RECORDS FOR THIS TASK:

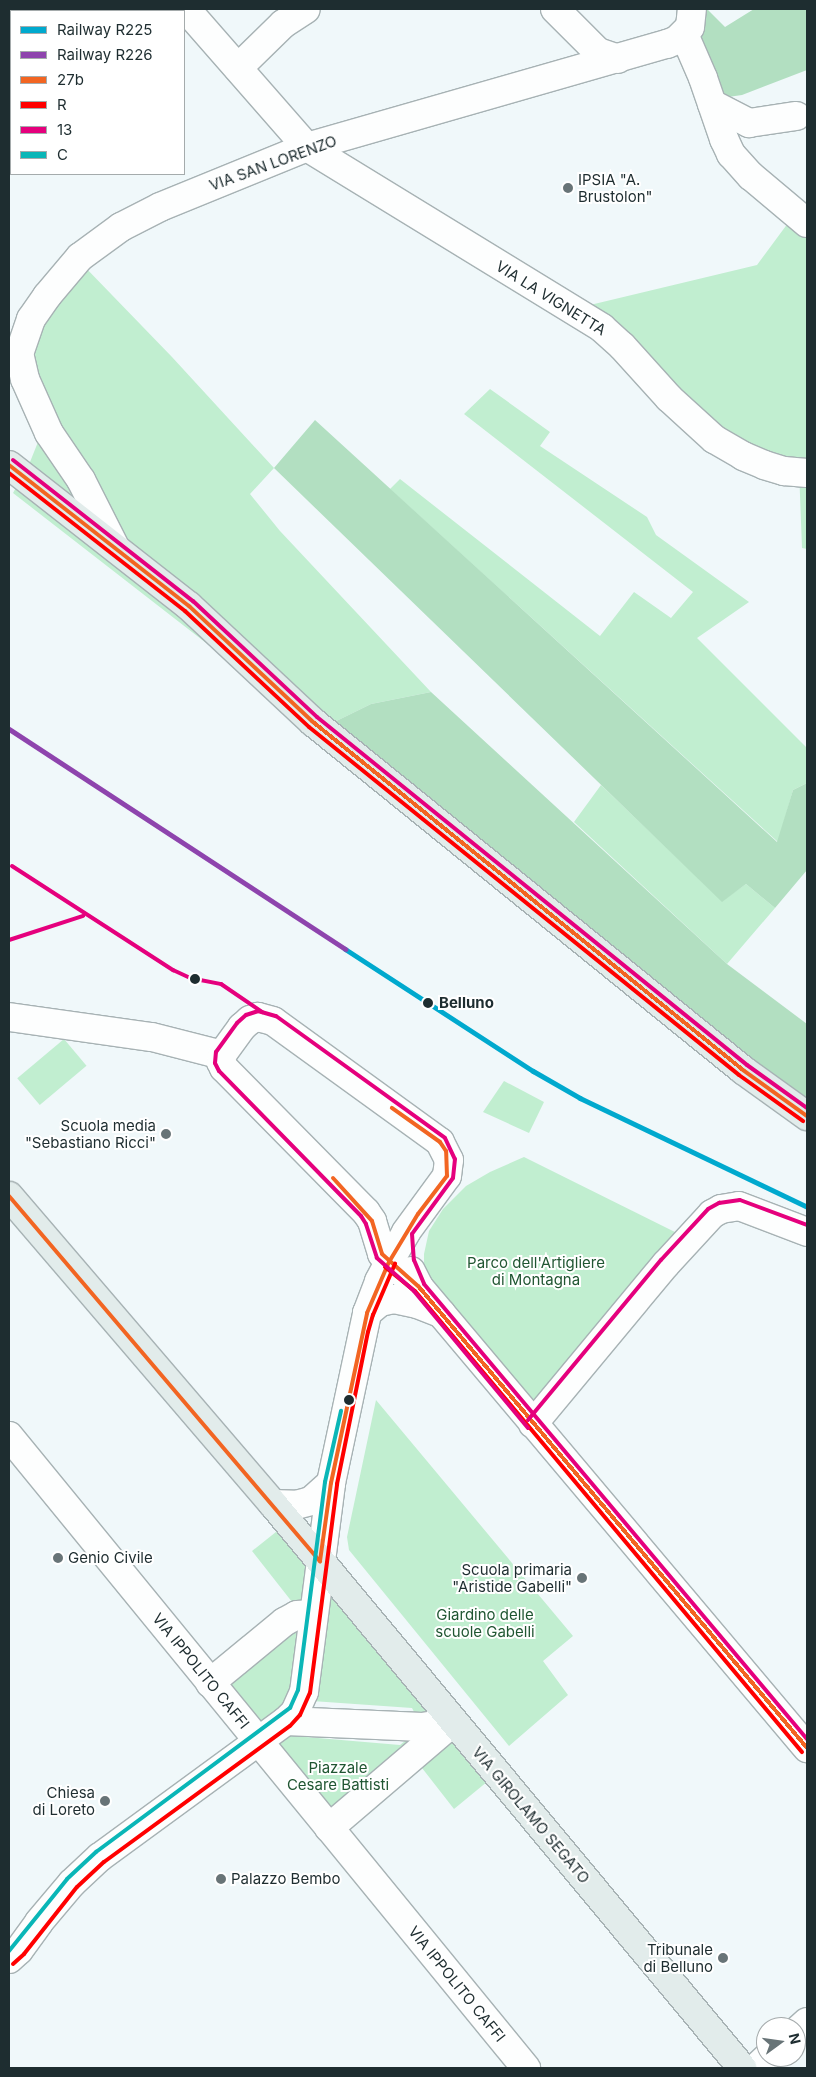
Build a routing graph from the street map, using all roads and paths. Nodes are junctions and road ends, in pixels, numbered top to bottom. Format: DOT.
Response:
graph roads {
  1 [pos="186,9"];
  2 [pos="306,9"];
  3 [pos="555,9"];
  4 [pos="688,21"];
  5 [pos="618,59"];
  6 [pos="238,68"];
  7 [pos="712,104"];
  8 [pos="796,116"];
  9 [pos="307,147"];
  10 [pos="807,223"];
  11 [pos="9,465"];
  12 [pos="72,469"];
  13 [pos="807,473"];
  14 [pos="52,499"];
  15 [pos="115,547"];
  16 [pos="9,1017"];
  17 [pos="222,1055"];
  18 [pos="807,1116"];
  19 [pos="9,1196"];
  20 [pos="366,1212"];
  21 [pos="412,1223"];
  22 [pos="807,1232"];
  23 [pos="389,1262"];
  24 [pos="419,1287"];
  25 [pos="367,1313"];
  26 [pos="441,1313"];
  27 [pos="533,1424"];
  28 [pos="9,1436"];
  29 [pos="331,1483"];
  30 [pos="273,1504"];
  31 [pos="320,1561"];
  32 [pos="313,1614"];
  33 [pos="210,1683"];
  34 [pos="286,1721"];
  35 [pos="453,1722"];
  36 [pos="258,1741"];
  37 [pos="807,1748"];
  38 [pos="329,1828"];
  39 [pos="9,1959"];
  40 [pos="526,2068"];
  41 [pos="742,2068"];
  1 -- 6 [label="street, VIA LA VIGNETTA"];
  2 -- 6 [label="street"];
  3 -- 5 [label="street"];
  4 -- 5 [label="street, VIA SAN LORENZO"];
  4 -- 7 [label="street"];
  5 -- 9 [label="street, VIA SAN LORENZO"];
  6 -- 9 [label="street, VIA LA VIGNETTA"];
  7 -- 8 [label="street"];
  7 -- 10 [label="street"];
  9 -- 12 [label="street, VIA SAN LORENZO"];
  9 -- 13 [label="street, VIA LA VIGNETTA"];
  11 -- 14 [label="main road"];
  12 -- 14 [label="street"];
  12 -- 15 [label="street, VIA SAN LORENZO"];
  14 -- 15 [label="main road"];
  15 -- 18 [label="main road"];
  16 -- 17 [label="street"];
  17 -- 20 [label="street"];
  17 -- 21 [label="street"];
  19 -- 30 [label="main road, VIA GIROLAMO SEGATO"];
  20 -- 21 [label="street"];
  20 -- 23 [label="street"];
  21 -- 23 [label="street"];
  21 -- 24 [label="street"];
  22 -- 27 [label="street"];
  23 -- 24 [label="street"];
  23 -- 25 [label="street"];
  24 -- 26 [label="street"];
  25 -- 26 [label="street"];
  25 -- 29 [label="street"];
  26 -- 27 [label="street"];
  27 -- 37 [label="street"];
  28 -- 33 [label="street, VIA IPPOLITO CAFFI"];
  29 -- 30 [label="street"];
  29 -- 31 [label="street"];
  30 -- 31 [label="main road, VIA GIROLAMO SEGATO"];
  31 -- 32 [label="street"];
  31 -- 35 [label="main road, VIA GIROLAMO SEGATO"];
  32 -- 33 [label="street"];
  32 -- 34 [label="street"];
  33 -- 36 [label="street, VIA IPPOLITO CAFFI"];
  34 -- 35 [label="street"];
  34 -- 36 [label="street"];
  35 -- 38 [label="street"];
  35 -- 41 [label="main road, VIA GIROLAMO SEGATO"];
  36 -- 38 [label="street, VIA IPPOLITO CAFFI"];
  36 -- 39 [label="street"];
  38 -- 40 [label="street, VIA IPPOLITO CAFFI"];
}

WORK TASK:
Tally the lines that hold the word "GIROLAMO" in the listing, and give the tally with nothing else.

WRITTEN SOLUTION:
4